El carnicero pareció hallar la pregunta divertida, y su ayudante contuvo la risa. Sin pedir permiso, Gabriel extendió el brazo y tocó uno de los jamones. Lo notó raro. Algo no funcionaba. Lo descolgó del gancho, lo dejó caer y vio cómo el objeto de cerámica se hacía añicos contra el suelo. Todo lo que había en la tienda era falso.

Oyó un fuerte clic y se dio la vuelta. El niño había echado el cerrojo. Volviéndose de nuevo, Gabriel vio que el carnicero y su ayudante salían de detrás del mostrador. El ayudante desenvainó un cuchillo de veinte centímetros de la funda de cuero que llevaba al cinto, y el carnicero blandió el suyo. Gabriel sacó la espada, dio un paso atrás y se situó cerca de la pared. El niño dejó la fregona a un lado y sacó un cuchillo largo y estrecho, como los que se utilizan para filetear.

Sonriendo, el asistente echó el brazo hacia atrás y lanzó su cuchillo. Gabriel hizo una finta, y la hoja se clavó en la pared de madera. El carnicero se le echó encima en ese instante, blandiendo y haciendo girar el grueso cuchillo. Gabriel fingió lanzarle un golpe a la cabeza con su espada, pero en el último momento se agachó y asestó un tajo al brazo del carnicero. El fantasma sonrió y mostró la herida: carne, músculos y hueso, pero nada de sangre.

Gabriel atacó. El carnicero levantó su machete y paró el golpe. Los aceros chirriaron como fieras atrapadas. Gabriel saltó a un lado, se situó tras el carnicero y, agachado, le asestó un golpe cortando la pierna del fantasma por debajo de la rodilla. El carnicero cayó hacia delante y se golpeó contra las baldosas. Yacía sobre su estómago, gruñendo y moviendo los brazos como si estuviera nadando fuera del agua.

El ayudante corrió cuchillo en mano, y Gabriel se aprestó a defenderse. Sin embargo, el individuo se arrodilló al lado del carnicero y le clavó la hoja en la espalda, ahondando en el corte y sajando los músculos hasta la cadera. El niño se acercó rápidamente y se unió a la carnicería, cortando pedazos de carne seca y llevándoselos a la boca.

Gabriel abrió el cerrojo y salió corriendo. Cruzó la calle hasta el pequeño parque en el centro de la plaza y vio que la gente salía de los edificios. Reconoció a la mujer del piano y al dependiente de la pajarita. Los fantasmas sabían que se encontraba en su ciudad y lo estaban buscando con la esperanza de que él pudiera saciarles el apetito.
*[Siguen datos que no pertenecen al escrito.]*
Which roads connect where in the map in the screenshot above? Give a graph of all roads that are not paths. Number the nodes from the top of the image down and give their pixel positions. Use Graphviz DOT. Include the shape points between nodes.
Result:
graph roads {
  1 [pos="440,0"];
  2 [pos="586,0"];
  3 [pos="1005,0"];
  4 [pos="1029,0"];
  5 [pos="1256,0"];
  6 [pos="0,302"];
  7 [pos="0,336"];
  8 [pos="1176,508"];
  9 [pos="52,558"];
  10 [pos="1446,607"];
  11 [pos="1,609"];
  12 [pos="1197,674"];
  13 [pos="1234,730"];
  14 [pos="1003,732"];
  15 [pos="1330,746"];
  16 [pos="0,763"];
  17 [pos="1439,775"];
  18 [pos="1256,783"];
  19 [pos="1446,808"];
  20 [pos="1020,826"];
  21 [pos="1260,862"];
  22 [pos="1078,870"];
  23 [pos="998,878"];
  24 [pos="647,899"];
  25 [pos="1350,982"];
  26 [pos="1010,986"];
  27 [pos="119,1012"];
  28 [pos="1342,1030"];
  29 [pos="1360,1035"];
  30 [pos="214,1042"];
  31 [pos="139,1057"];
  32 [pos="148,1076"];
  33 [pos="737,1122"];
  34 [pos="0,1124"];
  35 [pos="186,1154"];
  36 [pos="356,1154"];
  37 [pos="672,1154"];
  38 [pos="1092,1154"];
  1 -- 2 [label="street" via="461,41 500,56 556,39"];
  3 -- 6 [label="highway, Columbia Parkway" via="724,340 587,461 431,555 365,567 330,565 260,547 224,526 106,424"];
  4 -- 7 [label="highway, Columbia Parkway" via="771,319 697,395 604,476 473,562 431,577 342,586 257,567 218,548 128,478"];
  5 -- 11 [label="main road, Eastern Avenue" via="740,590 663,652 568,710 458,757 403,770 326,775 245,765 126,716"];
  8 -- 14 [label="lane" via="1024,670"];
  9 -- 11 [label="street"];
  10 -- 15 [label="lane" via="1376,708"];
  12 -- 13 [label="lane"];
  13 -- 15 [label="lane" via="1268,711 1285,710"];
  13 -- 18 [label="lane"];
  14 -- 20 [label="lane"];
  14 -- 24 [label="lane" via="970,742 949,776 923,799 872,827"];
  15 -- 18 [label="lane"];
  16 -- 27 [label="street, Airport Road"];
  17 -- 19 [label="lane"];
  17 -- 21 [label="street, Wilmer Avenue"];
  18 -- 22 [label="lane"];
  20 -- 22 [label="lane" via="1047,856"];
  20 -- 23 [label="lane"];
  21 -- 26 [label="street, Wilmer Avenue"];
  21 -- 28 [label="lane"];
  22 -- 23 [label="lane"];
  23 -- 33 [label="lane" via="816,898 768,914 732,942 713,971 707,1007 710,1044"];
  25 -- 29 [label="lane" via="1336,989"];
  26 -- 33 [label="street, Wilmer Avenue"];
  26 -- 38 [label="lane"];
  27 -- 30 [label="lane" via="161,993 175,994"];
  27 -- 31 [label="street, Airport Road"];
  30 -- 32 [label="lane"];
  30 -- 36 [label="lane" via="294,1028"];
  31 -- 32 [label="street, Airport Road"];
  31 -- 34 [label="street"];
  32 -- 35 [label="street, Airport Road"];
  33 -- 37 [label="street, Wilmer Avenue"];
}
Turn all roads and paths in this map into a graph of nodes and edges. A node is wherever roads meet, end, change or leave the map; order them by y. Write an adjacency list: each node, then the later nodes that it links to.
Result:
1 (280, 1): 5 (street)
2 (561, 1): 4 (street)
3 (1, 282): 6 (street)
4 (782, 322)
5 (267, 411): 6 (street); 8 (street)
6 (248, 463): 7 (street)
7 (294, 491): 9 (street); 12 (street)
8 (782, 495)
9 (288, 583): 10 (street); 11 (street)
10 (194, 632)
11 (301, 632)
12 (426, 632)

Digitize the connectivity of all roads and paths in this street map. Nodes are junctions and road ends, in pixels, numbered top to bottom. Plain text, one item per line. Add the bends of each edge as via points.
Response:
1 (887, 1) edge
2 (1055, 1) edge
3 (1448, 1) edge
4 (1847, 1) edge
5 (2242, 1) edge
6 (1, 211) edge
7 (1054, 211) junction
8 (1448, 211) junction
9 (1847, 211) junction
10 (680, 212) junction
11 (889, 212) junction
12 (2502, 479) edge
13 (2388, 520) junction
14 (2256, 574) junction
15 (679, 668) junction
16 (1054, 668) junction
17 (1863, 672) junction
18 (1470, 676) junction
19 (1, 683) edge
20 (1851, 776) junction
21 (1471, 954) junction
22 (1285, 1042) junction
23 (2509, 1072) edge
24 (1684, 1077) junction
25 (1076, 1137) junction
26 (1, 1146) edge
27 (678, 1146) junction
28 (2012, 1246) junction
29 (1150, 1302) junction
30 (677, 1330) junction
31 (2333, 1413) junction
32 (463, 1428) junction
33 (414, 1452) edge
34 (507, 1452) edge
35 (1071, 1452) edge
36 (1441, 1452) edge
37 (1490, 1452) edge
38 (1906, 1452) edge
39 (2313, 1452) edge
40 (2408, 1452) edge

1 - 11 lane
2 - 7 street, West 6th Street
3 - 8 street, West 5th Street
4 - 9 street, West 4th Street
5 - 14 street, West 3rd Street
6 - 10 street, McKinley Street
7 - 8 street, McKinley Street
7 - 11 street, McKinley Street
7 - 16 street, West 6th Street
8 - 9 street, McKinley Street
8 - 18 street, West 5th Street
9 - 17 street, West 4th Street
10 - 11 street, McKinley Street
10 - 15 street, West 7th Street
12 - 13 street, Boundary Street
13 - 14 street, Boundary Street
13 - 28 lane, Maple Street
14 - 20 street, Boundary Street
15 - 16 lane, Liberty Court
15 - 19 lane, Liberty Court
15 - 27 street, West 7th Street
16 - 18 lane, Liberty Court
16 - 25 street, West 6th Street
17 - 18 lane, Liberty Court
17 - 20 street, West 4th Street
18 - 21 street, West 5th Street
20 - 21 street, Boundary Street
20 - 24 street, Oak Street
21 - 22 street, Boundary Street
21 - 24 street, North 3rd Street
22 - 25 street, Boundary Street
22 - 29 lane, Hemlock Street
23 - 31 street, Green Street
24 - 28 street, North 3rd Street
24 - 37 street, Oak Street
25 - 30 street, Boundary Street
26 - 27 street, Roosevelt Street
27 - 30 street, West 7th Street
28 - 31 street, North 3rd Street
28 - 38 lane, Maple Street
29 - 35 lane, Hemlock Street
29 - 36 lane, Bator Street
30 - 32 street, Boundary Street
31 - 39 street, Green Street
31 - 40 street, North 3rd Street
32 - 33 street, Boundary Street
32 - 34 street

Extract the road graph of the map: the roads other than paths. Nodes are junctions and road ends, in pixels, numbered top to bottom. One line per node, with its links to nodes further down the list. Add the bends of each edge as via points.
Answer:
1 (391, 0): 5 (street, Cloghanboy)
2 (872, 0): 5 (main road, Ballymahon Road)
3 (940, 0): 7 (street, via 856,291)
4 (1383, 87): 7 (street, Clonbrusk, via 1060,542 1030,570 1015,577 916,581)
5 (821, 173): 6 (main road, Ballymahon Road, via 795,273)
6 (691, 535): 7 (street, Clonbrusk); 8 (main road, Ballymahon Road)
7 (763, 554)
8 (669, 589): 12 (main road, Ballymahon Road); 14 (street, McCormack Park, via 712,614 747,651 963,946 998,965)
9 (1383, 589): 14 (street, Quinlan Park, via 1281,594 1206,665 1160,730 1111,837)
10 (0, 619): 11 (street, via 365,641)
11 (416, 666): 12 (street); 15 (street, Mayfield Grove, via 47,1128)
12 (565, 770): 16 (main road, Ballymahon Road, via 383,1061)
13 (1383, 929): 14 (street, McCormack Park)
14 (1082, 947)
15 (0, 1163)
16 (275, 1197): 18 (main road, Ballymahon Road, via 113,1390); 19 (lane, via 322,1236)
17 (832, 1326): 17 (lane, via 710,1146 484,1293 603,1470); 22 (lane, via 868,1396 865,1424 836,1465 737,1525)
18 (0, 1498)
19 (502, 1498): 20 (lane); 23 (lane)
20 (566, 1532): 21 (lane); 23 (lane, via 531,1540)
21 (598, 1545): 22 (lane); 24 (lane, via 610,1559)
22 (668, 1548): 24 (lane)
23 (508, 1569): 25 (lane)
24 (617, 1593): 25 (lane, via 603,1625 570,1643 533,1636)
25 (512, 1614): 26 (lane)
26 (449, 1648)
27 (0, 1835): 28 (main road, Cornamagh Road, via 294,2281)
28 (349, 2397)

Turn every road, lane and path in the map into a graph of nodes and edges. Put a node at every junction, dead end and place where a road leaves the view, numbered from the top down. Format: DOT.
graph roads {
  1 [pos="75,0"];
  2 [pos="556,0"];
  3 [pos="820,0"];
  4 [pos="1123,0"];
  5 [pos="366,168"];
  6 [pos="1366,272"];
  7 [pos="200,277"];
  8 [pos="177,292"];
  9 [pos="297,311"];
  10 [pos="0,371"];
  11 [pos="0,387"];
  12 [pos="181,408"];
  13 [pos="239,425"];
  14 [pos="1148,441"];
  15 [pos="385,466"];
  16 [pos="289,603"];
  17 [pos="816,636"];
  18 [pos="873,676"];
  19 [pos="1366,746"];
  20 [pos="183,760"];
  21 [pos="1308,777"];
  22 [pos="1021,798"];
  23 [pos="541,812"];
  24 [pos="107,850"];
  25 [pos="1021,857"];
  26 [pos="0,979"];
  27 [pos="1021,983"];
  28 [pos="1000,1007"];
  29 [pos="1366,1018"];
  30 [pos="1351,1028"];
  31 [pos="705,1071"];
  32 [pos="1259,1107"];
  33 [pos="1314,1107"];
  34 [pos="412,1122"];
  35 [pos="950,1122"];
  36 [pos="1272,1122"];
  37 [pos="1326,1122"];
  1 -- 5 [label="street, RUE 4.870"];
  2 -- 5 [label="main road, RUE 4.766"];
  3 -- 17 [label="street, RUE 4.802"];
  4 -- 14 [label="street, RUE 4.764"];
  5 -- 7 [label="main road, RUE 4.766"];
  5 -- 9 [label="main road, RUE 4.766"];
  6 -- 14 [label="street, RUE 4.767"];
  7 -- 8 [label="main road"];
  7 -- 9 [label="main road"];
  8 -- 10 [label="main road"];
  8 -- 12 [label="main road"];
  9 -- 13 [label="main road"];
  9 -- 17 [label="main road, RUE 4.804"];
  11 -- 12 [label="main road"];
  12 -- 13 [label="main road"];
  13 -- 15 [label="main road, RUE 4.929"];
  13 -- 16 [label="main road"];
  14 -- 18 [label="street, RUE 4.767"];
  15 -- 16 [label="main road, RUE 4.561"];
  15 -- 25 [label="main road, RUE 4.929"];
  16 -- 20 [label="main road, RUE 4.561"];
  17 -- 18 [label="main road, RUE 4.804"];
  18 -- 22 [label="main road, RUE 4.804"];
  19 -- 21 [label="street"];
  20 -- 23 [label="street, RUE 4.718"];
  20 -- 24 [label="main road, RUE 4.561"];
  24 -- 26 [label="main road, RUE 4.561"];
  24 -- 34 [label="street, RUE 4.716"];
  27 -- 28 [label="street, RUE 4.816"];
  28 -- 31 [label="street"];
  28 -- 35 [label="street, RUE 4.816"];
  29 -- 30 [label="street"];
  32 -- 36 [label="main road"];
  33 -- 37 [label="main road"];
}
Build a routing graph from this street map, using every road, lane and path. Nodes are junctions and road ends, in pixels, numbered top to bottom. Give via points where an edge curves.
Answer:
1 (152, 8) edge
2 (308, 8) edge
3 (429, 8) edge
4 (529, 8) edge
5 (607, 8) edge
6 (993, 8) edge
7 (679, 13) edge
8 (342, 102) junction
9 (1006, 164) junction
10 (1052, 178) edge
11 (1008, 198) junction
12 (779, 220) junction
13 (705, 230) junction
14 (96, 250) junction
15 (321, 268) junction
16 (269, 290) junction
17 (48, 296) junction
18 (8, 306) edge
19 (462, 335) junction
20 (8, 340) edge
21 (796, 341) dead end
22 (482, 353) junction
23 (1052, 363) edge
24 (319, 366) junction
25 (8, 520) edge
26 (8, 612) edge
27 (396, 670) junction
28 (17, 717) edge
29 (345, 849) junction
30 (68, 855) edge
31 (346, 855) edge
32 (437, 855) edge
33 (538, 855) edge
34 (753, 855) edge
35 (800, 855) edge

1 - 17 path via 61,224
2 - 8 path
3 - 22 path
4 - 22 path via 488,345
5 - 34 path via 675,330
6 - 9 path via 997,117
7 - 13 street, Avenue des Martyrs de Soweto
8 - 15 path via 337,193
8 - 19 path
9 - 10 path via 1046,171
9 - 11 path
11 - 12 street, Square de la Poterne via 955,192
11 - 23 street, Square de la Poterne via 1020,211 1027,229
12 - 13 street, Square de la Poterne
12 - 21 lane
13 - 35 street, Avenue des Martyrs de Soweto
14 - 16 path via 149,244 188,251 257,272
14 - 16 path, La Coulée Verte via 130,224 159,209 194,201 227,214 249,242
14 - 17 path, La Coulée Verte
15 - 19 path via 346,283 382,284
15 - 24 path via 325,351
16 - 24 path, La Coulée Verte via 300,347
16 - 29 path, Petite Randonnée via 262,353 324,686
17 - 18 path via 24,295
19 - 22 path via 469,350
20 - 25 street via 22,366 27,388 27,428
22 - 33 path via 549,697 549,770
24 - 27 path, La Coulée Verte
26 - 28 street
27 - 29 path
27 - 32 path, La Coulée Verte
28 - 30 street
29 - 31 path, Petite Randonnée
Gabriel permaneció al lado del quiosco de música, solo. ¿Debía huir de ellos? ¿Existía alguna salida por donde escapar? Oyó un motor. Se volvió y divisó unos faros que se acercaban por una calle lateral. Cuando el vehículo se aproximó, Gabriel vio que se trataba de un viejo taxi con una luz amarilla en el techo. Alguien tocaba la bocina insistentemente. Al detenerse al lado de la acera, el conductor bajó la ventanilla y sonrió. Era Michael.

—¡Vamos! —gritó.

Gabriel subió a toda prisa, y su hermano dio la vuelta a la plaza, dando bocinazos y sorteando los fantasmas. Giró por una calle y aceleró.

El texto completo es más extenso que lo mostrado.